Las mujeres hemos sido entrenadas en la hipervigilancia de nuestros cuerpos. En la insatisfacción permanente con nuestro aspecto. Da igual cómo seas, siempre hay una aspiración, o, más bien, siempre hay un error, una incorrección, un defecto. O muchos. Serán los muslos o será el culo, la celulitis o la piel de naranja, serán los brazos, las tetas, la tripa o hasta la forma de las piernas al curvarse, serán la cara con manchas o los granos, las líneas de expresión, las canas o hasta la piel endurecida de los codos.

La consecuencia es que aprendemos a vivir en nuestros cuerpos como lugares hostiles a los que torturar y despreciar en lugar de respetar y querer. Están bien los vídeos para hacer deporte en casa en los que las entrenadoras nos gritan “dame más” o los intentos por comer equilibrado en un momento en que el ansia nos puede desbordar. Están bien si nos hacen sentir bien, no si nos frustran todavía más porque, ah amiga, el objetivo no es estar sana sino delgada, no es encontrarse mejor sino ser lo más parecido a un modelo de cartón piedra con unas formas muy concretas.

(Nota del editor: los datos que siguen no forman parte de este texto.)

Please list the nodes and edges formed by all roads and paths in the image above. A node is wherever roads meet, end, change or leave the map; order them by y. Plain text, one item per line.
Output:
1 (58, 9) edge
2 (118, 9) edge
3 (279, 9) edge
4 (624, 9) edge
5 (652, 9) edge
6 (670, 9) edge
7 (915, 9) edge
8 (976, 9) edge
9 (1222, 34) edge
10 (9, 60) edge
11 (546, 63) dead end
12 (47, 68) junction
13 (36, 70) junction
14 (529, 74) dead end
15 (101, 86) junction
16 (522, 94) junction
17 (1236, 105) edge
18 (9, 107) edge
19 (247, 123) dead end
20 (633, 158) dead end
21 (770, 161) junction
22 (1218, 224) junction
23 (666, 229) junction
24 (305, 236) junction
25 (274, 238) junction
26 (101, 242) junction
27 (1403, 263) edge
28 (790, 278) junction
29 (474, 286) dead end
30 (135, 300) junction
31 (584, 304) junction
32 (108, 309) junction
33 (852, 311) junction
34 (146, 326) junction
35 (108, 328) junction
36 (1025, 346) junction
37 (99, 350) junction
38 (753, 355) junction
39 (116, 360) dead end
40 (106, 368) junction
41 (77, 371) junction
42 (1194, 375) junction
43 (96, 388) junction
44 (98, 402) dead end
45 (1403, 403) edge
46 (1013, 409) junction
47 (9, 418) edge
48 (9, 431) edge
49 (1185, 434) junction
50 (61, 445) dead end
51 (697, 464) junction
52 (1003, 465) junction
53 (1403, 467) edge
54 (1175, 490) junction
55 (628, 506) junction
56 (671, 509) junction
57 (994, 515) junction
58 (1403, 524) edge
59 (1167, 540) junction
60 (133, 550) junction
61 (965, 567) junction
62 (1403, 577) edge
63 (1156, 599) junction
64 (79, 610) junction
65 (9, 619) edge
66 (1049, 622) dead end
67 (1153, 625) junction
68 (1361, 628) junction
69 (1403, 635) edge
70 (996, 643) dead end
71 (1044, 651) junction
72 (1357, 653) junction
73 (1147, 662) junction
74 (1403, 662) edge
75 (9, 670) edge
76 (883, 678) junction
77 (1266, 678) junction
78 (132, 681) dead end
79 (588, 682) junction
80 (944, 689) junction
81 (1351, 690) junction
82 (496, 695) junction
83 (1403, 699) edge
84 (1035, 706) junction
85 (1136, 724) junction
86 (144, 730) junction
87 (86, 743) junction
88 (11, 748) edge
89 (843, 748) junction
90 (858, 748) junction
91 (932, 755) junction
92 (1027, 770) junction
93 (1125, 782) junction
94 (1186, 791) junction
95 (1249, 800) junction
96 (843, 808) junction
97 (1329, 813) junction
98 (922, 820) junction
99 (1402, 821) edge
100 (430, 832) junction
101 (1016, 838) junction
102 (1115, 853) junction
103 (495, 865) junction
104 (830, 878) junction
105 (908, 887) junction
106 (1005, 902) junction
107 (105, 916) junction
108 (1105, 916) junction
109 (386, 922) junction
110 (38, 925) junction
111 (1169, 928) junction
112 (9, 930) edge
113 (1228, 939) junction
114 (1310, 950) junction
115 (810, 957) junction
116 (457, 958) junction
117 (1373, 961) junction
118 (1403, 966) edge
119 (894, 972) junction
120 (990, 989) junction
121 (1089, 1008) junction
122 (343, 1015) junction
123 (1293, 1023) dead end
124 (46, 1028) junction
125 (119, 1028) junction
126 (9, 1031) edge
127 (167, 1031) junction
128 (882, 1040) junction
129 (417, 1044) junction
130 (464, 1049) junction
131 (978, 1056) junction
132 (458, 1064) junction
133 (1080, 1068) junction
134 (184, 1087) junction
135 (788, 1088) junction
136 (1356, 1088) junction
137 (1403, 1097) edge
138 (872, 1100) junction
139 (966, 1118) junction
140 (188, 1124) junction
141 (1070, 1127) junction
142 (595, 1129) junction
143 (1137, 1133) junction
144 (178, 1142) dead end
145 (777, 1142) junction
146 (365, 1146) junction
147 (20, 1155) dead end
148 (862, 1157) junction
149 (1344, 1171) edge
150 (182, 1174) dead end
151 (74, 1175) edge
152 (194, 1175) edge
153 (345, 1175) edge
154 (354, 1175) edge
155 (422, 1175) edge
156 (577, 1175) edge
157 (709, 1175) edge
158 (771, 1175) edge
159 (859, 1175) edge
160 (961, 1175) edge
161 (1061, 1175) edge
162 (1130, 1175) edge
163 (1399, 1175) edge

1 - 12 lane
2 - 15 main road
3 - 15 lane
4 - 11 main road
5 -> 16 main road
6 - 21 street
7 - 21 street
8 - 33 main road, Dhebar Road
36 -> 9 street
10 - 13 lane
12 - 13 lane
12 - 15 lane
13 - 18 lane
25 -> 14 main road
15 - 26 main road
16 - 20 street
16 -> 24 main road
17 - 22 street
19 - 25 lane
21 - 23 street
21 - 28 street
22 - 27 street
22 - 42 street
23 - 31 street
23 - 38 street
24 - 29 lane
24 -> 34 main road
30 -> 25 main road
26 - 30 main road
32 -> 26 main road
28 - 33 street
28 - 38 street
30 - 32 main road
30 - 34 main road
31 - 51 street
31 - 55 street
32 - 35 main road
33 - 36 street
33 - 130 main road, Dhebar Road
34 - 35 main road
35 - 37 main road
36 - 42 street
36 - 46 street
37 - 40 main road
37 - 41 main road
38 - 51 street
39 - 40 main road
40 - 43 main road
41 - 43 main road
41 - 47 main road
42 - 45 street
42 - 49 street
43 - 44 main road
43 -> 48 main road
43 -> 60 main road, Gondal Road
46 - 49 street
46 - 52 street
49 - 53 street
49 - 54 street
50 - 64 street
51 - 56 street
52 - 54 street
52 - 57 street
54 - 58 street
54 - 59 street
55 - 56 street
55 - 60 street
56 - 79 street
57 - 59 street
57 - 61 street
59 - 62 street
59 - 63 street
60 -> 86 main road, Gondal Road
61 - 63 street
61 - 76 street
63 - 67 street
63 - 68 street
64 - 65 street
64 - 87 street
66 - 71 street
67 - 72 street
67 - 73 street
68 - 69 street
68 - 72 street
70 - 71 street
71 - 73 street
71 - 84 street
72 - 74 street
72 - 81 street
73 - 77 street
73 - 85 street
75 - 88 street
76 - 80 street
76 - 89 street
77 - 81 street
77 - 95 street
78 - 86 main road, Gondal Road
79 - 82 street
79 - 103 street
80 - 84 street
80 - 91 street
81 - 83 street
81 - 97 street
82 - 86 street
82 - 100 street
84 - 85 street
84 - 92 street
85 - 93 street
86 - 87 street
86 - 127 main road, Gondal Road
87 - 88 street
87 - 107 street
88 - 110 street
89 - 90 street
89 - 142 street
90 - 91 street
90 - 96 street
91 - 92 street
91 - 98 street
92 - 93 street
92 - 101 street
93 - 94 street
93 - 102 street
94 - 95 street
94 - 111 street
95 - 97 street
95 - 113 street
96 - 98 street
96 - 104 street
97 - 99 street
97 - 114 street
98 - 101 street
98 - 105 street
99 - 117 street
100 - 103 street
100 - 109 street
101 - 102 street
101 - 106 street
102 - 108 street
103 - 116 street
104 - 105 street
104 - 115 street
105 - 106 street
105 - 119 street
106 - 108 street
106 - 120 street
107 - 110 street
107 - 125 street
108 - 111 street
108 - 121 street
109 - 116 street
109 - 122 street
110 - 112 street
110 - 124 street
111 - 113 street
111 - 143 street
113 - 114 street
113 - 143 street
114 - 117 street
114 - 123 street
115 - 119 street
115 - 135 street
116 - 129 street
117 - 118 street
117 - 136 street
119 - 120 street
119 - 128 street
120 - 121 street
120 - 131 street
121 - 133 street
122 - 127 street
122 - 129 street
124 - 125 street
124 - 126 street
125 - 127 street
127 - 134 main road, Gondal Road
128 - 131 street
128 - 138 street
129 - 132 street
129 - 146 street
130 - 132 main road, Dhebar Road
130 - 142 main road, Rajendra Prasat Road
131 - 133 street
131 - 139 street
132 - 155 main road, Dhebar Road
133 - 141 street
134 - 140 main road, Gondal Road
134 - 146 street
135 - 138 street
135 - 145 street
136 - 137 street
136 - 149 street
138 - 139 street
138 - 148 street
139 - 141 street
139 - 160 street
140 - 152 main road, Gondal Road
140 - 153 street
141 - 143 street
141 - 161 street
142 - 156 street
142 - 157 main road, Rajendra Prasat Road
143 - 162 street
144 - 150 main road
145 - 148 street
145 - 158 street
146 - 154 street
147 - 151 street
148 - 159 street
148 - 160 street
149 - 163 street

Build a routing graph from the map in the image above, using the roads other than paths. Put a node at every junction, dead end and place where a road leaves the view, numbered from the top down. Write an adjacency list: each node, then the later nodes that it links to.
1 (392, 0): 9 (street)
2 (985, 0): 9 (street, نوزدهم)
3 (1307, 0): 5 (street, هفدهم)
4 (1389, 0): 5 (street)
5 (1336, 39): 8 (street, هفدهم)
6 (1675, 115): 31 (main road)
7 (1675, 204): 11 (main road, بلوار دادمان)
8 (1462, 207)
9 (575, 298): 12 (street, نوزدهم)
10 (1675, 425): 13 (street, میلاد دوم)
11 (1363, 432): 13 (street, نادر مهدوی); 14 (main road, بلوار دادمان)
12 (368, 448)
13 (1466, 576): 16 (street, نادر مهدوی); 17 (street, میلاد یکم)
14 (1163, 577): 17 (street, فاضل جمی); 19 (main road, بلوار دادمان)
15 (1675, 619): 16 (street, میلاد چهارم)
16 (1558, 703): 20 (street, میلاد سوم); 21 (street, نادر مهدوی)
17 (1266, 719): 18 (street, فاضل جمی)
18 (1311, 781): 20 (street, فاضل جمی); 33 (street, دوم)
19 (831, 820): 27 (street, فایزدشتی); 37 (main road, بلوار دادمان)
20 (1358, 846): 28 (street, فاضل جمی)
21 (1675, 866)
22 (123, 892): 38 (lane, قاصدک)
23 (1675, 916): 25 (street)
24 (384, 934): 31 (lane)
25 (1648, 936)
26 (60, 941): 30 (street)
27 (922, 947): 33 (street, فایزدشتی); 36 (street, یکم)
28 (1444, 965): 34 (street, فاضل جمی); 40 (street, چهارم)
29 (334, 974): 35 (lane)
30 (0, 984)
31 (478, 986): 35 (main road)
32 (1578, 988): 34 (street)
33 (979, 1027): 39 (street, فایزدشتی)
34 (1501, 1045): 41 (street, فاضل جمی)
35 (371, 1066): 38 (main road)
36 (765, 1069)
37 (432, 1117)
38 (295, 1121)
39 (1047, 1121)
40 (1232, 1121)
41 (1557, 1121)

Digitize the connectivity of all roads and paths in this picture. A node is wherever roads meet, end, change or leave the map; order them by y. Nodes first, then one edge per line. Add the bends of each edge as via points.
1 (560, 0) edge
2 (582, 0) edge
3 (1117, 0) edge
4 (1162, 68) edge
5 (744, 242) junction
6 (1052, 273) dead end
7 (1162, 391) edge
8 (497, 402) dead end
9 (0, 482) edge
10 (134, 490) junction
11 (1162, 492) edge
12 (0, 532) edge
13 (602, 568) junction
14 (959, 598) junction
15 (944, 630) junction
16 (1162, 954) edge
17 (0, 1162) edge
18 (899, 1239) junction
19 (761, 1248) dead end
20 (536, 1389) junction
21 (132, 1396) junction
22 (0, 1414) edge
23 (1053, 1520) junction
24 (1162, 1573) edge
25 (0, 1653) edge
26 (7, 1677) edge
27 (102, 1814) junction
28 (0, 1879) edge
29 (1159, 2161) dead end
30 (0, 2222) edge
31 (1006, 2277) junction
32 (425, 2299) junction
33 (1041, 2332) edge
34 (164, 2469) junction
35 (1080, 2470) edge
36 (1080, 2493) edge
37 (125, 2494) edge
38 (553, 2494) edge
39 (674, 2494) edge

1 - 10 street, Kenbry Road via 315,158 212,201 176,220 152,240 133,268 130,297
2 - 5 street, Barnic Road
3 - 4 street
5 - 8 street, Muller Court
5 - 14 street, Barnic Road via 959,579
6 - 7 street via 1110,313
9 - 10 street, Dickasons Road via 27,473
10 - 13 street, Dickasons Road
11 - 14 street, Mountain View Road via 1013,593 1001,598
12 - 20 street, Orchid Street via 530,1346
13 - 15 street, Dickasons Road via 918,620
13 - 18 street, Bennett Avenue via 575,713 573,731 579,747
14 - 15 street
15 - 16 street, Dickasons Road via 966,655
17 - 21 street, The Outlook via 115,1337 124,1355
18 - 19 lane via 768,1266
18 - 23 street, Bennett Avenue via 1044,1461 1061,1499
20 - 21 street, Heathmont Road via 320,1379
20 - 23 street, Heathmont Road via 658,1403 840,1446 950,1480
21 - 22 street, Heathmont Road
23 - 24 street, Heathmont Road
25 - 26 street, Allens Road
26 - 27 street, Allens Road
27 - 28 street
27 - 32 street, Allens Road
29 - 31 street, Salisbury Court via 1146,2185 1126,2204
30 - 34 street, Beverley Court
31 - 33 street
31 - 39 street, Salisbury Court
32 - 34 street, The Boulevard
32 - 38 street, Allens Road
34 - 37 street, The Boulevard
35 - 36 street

Así que cuando la influencer de turno pasa de gritar “dame más” mientras hago sentadillas a decir “me lo agradecerás cuando vayas a la playa” frunzo el ceño. Quiero atravesar la pantalla y gritarle yo a ella (o gritar, en general, tampoco es cuestión de personalizar la ira en este caso) que todos los cuerpos van a la playa, que todos los cuerpos deberían sentirse bien en la playa y que dejemos de utilizar las clases de gimnasia, las recetas saludables, los consejos nutricionales o las tablas de abdominales para seguir alimentando esa cultura de castigo y sacrificio de nuestros cuerpos que se basa en la comparación, en la búsqueda permanente de defectos, en la promesa de que todo irá mejor con otra talla.

La convivencia pacífica -amorosa, incluso- con nuestros cuerpos es una tarea en la que las mujeres nos dejamos muchas horas, mucho conflicto, muchas emociones contradictorias. El resultado no siempre es satisfactorio y, más que algo definitivo, suele ser una conversación con nosotras mismas a la que volvemos una y otra vez, unas más fuertes, otras más rendidas. De momento, podríamos, al menos, dejar de pensar que nuestro cuerpo es una maldición que tenemos que domar hasta en las épocas más difíciles. El mundo ya es hoy un lugar lo suficientemente hostil como para estar midiendo las calorías de cada galleta de chocolate.